(Stored data)
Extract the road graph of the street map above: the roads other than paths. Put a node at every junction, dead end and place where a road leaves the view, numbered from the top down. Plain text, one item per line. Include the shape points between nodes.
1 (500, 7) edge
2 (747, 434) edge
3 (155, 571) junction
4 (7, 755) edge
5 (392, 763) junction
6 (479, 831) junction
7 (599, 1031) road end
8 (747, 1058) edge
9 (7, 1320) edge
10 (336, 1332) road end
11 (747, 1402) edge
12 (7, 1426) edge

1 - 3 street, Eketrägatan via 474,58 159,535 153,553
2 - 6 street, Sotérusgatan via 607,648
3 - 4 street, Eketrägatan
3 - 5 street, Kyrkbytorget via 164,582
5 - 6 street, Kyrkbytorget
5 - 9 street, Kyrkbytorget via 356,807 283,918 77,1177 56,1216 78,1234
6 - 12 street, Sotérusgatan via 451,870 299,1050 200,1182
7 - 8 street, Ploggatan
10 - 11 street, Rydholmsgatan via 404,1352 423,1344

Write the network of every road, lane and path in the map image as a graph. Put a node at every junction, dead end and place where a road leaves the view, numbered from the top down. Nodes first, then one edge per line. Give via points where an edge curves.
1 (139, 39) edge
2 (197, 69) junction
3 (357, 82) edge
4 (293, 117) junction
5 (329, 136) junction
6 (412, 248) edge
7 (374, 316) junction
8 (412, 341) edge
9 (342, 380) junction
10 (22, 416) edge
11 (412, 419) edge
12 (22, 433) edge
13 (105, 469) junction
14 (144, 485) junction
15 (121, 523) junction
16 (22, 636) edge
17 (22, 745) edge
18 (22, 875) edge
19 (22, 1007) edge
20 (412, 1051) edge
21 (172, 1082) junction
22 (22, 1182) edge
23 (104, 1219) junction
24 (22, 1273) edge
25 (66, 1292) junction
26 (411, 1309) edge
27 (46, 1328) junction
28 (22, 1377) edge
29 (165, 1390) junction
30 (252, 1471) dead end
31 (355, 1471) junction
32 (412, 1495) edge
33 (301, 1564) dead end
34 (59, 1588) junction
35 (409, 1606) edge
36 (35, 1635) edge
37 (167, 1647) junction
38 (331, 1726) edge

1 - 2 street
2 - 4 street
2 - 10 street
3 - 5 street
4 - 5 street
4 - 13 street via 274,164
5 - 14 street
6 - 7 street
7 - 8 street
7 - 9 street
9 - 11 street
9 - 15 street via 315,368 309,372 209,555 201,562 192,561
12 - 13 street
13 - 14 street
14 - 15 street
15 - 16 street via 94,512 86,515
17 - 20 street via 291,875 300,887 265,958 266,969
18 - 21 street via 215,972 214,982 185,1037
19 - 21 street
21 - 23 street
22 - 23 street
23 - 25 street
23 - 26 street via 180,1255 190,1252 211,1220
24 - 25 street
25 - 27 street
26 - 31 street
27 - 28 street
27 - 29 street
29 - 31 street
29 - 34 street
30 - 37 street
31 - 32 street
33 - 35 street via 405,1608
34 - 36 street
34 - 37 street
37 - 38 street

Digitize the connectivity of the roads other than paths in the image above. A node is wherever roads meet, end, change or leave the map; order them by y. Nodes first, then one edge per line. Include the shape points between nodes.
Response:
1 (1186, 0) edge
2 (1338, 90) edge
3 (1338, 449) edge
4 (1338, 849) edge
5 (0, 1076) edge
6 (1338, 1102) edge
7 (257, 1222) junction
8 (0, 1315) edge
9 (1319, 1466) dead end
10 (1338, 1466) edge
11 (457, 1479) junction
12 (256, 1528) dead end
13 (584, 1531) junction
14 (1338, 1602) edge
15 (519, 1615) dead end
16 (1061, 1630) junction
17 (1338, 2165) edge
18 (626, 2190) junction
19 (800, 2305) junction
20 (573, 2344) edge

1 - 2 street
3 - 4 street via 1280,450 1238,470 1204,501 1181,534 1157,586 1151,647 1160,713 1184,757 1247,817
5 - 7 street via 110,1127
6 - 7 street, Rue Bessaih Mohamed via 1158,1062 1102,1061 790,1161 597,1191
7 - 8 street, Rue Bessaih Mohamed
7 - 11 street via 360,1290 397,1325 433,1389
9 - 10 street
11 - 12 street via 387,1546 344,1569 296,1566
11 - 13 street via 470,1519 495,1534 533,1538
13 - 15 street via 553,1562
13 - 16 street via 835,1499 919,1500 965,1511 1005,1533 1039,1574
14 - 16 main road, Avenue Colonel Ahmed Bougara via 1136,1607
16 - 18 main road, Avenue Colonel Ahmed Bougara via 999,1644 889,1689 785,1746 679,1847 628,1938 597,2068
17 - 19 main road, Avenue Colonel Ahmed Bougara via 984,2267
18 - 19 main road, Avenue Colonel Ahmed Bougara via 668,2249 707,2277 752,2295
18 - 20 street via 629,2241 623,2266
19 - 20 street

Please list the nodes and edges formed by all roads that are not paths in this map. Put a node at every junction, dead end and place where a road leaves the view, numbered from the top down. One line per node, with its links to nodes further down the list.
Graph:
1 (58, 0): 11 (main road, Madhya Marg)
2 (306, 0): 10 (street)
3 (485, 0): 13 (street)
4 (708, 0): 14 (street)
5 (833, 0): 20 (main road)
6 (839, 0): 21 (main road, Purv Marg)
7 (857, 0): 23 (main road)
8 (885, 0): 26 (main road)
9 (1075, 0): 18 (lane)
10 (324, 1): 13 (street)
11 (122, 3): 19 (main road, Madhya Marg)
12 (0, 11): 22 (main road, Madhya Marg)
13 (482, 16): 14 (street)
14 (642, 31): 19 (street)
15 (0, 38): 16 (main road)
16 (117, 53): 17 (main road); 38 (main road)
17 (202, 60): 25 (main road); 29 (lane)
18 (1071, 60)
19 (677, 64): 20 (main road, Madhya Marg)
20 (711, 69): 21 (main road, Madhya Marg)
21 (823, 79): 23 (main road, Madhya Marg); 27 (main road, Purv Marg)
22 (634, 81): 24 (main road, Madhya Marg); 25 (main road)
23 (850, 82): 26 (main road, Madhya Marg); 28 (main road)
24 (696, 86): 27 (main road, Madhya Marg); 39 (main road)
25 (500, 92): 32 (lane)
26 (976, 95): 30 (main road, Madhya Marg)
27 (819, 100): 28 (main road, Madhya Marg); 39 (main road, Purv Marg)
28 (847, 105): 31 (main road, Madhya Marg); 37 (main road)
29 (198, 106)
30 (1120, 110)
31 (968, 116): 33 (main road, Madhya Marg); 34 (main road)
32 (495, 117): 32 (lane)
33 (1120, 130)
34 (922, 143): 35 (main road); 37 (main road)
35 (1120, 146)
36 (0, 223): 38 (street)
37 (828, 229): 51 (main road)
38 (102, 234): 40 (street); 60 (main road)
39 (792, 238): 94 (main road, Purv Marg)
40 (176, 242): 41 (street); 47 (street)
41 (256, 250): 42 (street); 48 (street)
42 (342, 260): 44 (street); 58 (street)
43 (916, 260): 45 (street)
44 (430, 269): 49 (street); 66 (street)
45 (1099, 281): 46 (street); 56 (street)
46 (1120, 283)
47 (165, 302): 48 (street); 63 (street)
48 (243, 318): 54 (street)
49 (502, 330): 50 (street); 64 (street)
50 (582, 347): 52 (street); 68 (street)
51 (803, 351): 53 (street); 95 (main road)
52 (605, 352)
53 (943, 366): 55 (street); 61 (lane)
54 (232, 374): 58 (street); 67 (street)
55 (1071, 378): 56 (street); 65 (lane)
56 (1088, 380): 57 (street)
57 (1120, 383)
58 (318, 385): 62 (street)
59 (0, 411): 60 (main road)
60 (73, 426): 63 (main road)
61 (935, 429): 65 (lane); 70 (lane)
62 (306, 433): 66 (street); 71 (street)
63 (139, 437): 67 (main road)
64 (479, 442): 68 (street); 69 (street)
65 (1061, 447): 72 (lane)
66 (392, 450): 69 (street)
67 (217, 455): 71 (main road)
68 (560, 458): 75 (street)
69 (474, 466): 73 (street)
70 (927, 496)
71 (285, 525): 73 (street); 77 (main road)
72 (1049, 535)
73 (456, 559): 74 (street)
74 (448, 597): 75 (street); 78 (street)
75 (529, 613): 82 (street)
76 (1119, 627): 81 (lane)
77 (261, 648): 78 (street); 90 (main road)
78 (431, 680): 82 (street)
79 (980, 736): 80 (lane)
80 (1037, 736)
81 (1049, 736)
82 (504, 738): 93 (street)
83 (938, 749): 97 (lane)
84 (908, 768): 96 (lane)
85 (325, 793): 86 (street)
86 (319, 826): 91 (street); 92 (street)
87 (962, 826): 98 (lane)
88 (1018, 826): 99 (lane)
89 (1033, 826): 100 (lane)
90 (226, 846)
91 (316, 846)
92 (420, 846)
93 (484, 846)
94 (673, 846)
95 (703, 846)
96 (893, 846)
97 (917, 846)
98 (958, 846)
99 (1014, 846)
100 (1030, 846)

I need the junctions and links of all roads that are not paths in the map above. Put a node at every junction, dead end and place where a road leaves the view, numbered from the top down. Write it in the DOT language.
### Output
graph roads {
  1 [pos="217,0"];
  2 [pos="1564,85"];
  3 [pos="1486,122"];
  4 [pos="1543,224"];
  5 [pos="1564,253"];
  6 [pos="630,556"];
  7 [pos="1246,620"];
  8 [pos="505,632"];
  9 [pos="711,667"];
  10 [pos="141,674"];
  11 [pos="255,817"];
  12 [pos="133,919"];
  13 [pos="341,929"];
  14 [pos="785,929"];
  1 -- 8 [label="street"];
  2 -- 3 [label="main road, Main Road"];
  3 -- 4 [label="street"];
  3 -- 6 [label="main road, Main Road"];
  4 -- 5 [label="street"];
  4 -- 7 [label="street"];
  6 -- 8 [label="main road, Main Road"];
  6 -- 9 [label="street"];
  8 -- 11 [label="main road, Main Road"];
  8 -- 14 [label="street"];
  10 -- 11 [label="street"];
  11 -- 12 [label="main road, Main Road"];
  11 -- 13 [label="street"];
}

| Assigned task |
Would you copy every line of the entries that includes the word "Sotérusgatan"?

| Solution to the problem |
2 - 6 street, Sotérusgatan via 607,648
6 - 12 street, Sotérusgatan via 451,870 299,1050 200,1182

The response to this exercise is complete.